**PROVIDED RECORDS**
---*---

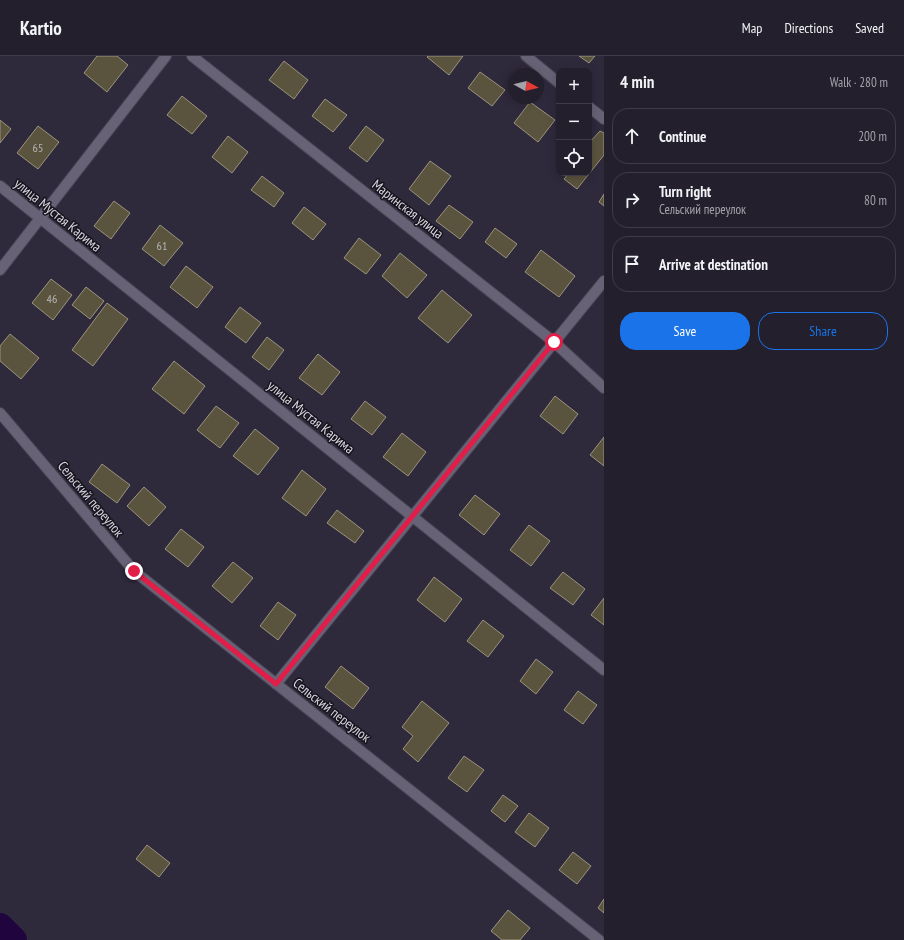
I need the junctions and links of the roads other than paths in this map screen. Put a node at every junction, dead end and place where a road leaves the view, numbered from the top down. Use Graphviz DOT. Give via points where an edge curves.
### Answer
graph roads {
  1 [pos="166,56"];
  2 [pos="192,56"];
  3 [pos="526,56"];
  4 [pos="556,81"];
  5 [pos="592,109"];
  6 [pos="604,119"];
  7 [pos="0,186"];
  8 [pos="40,218"];
  9 [pos="0,270"];
  10 [pos="604,281"];
  11 [pos="554,342"];
  12 [pos="604,388"];
  13 [pos="0,413"];
  14 [pos="412,515"];
  15 [pos="604,670"];
  16 [pos="276,684"];
  17 [pos="599,940"];
  1 -- 8 [label="street"];
  2 -- 11 [label="street, Маринская улица"];
  3 -- 4 [label="street"];
  5 -- 6 [label="street"];
  7 -- 8 [label="street, улица Мустая Карима"];
  8 -- 9 [label="street"];
  8 -- 14 [label="street, улица Мустая Карима"];
  10 -- 11 [label="street"];
  11 -- 12 [label="street, Маринская улица"];
  11 -- 14 [label="street"];
  13 -- 16 [label="street, Сельский переулок" via="134,571"];
  14 -- 15 [label="street, улица Мустая Карима"];
  14 -- 16 [label="street"];
  16 -- 17 [label="street, Сельский переулок"];
}
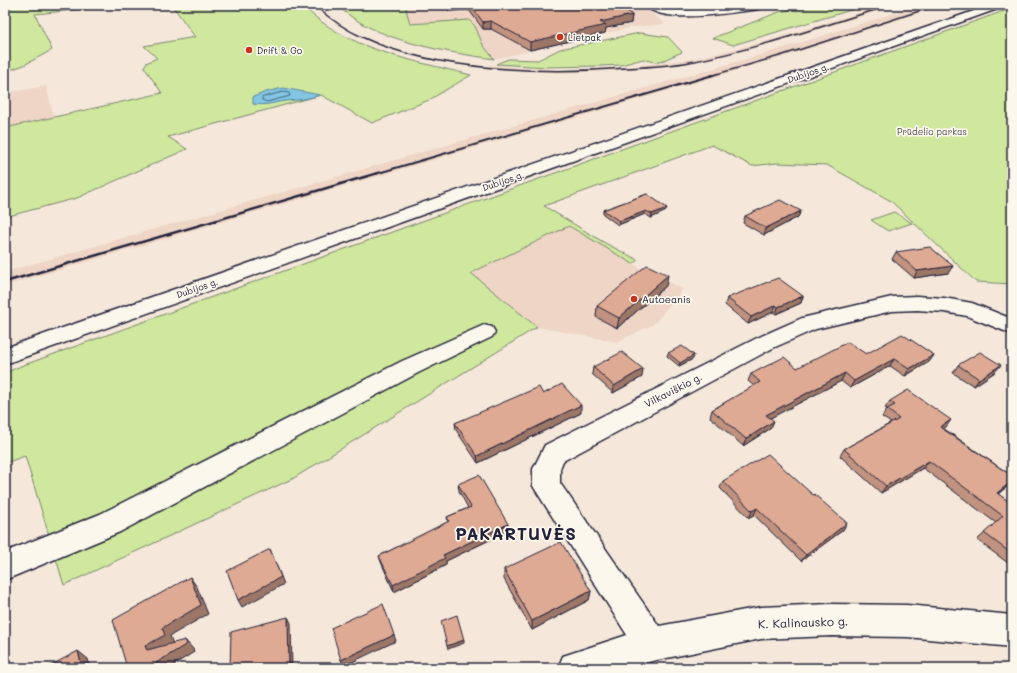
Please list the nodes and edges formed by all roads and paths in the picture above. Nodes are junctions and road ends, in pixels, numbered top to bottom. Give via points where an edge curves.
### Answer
1 (650, 5) edge
2 (763, 5) edge
3 (1000, 5) edge
4 (1012, 327) edge
5 (484, 332) dead end
6 (5, 356) edge
7 (5, 566) edge
8 (1012, 631) edge
9 (652, 644) junction
10 (575, 668) edge

1 - 2 main road via 663,11 683,14
3 - 6 main road, Dubijos g.
4 - 9 main road, Vilkaviškio g. via 972,310 917,303 892,304 810,323 751,350 554,453 545,473 547,486
5 - 7 main road via 410,367 110,523
8 - 9 main road, K. Kalinausko g. via 907,621 816,621 761,623
9 - 10 main road, K. Kalinausko g.

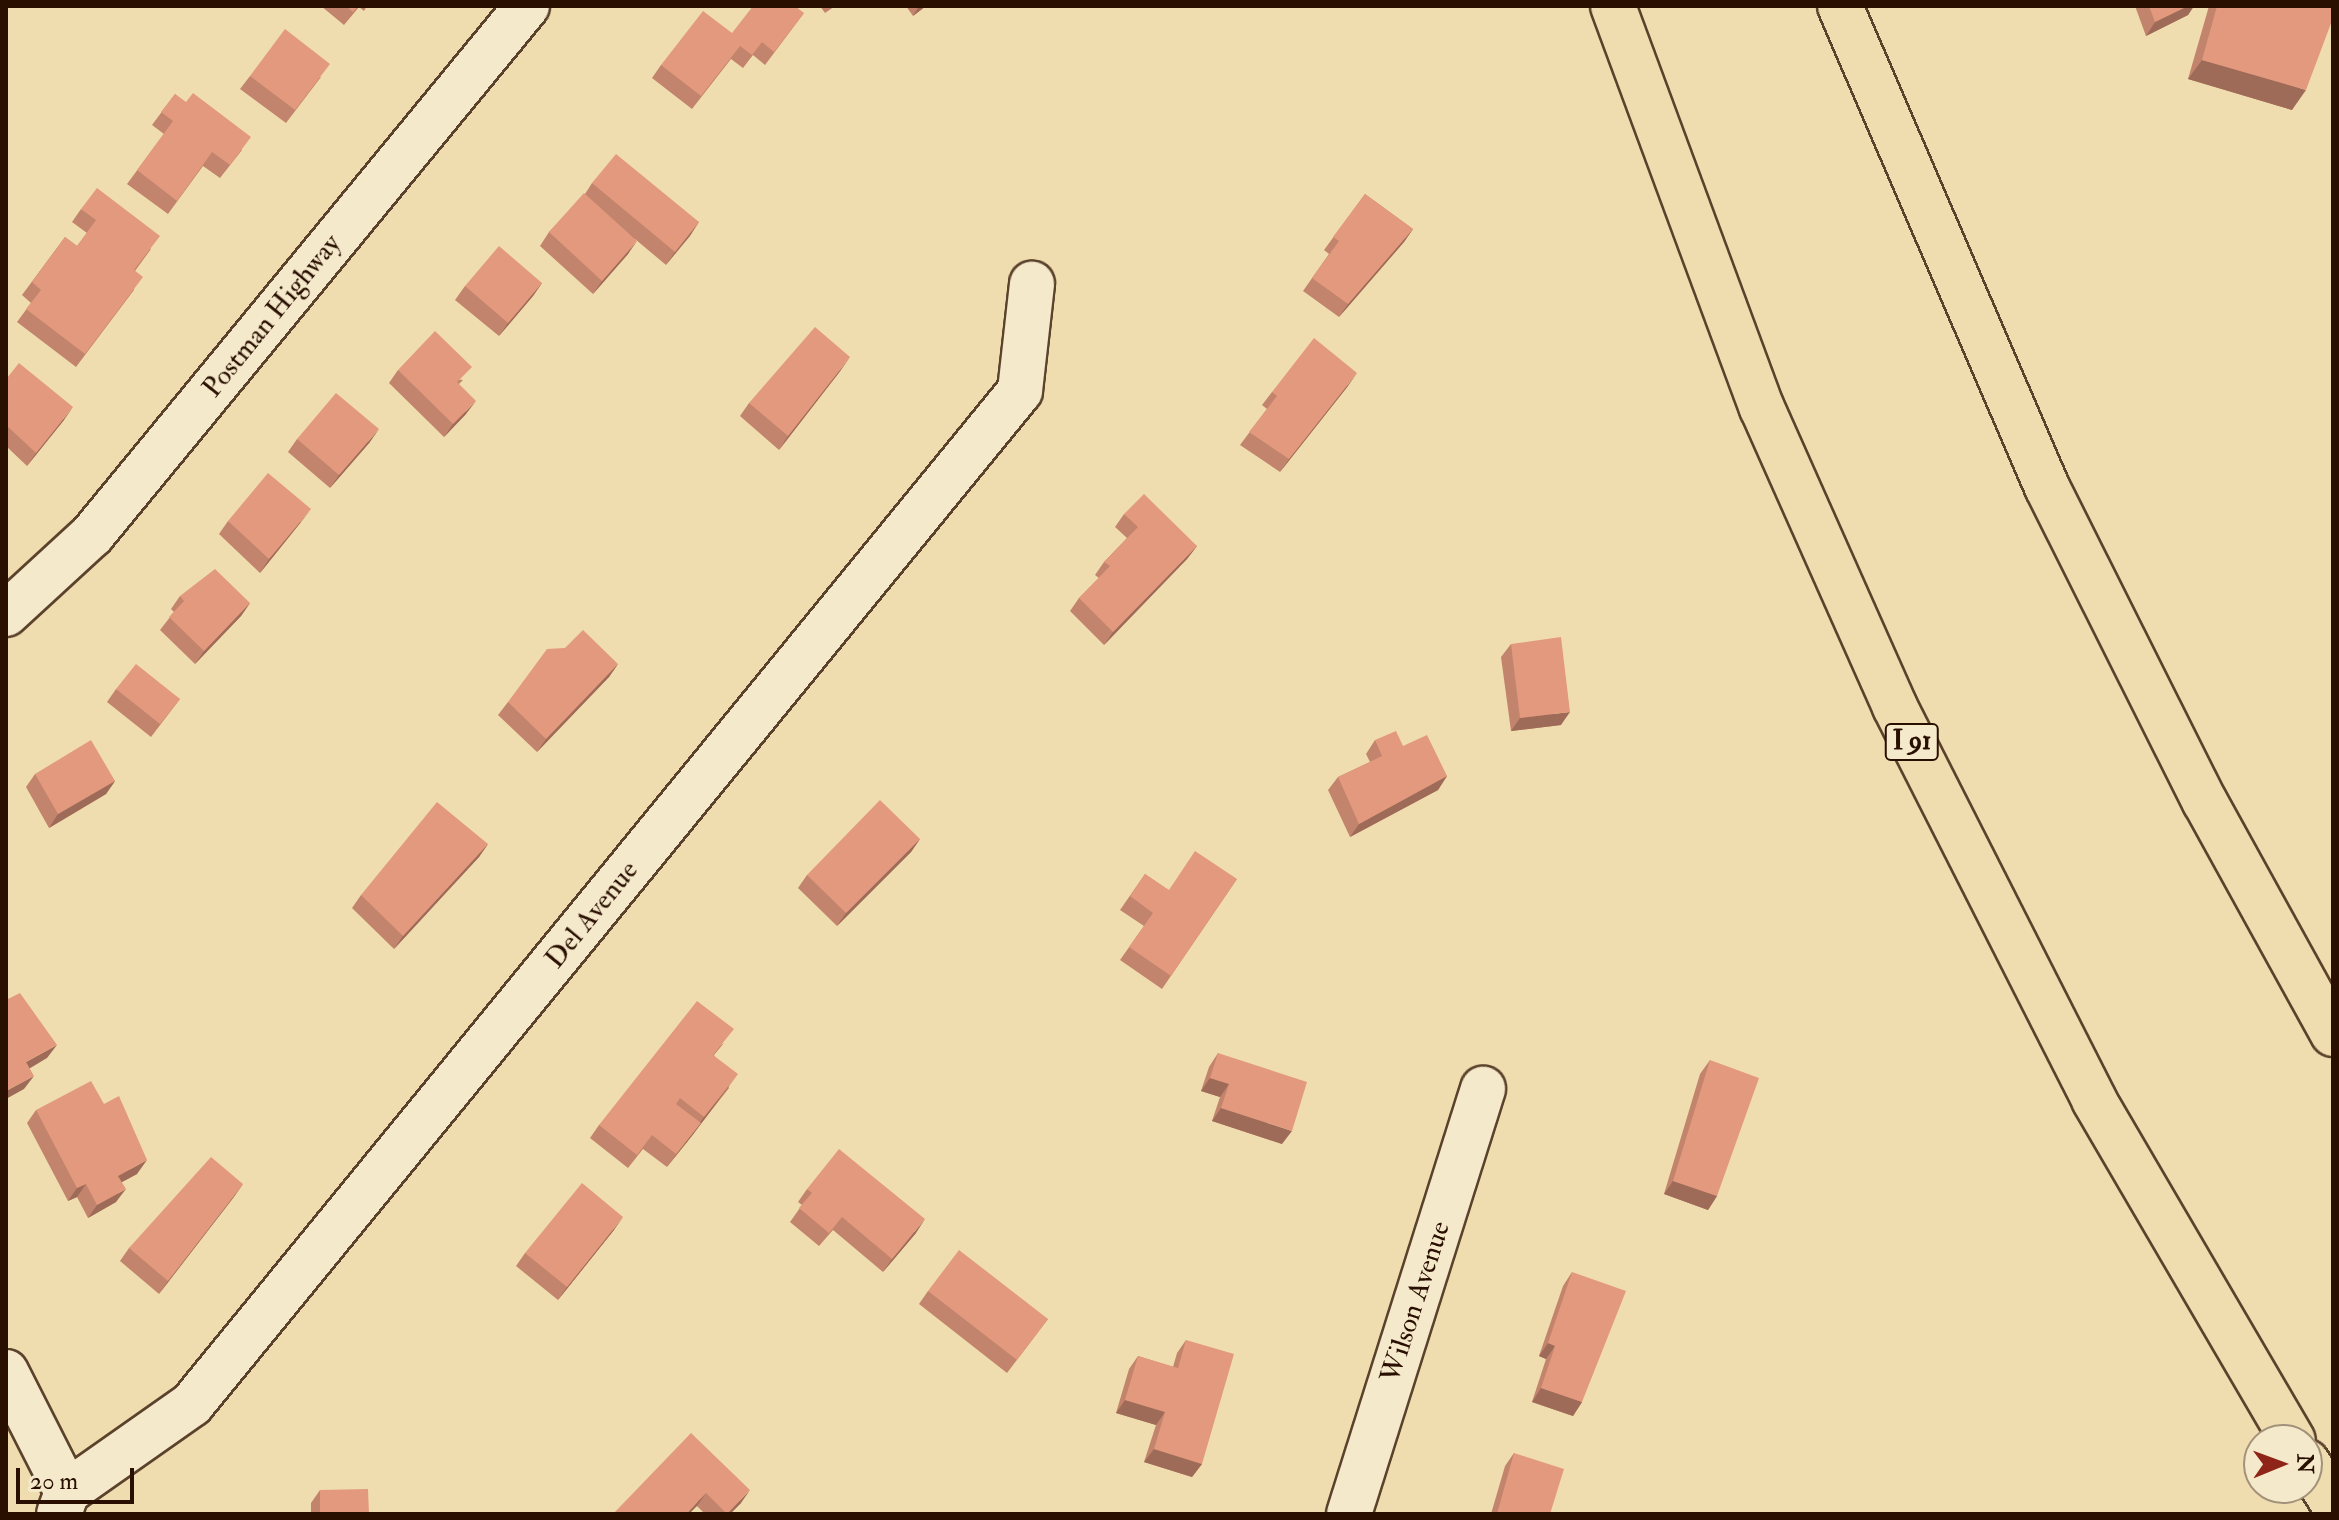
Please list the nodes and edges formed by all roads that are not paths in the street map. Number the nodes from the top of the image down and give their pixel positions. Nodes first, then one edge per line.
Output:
1 (527, 6) edge
2 (1613, 6) edge
3 (1840, 6) edge
4 (1032, 284) dead end
5 (6, 614) edge
6 (2333, 1034) edge
7 (1483, 1089) dead end
8 (6, 1372) edge
9 (2284, 1424) edge
10 (63, 1503) edge
11 (1349, 1514) edge

1 - 5 street, Postman Highway
2 - 9 highway, I 91
3 - 6 highway
4 - 10 street, Del Avenue
7 - 11 street, Wilson Avenue
8 - 10 street

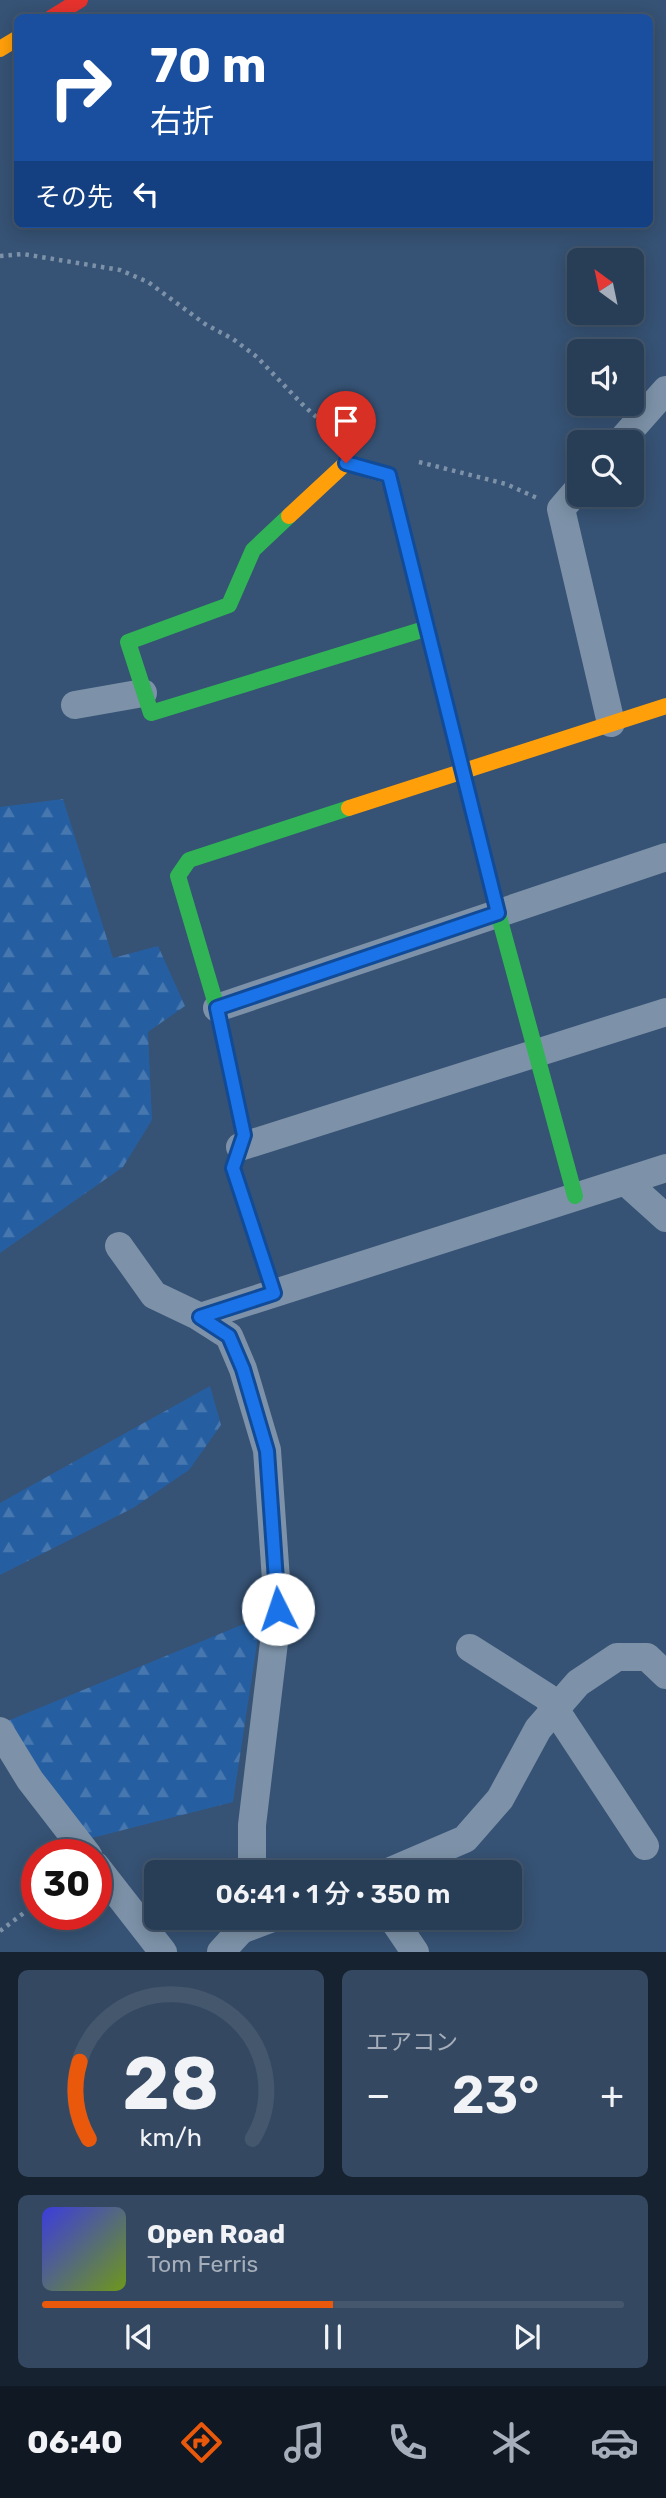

---*---

Quote, word for word and nothing more, every line from the line with "Please list the nodes and edges formed by all roads that" to the end of the entries, including both ends; skip any pictures.

Please list the nodes and edges formed by all roads that are not paths in the street map. Number the nodes from the top of the image down and give their pixel positions. Nodes first, then one edge per line.
Output:
1 (527, 6) edge
2 (1613, 6) edge
3 (1840, 6) edge
4 (1032, 284) dead end
5 (6, 614) edge
6 (2333, 1034) edge
7 (1483, 1089) dead end
8 (6, 1372) edge
9 (2284, 1424) edge
10 (63, 1503) edge
11 (1349, 1514) edge

1 - 5 street, Postman Highway
2 - 9 highway, I 91
3 - 6 highway
4 - 10 street, Del Avenue
7 - 11 street, Wilson Avenue
8 - 10 street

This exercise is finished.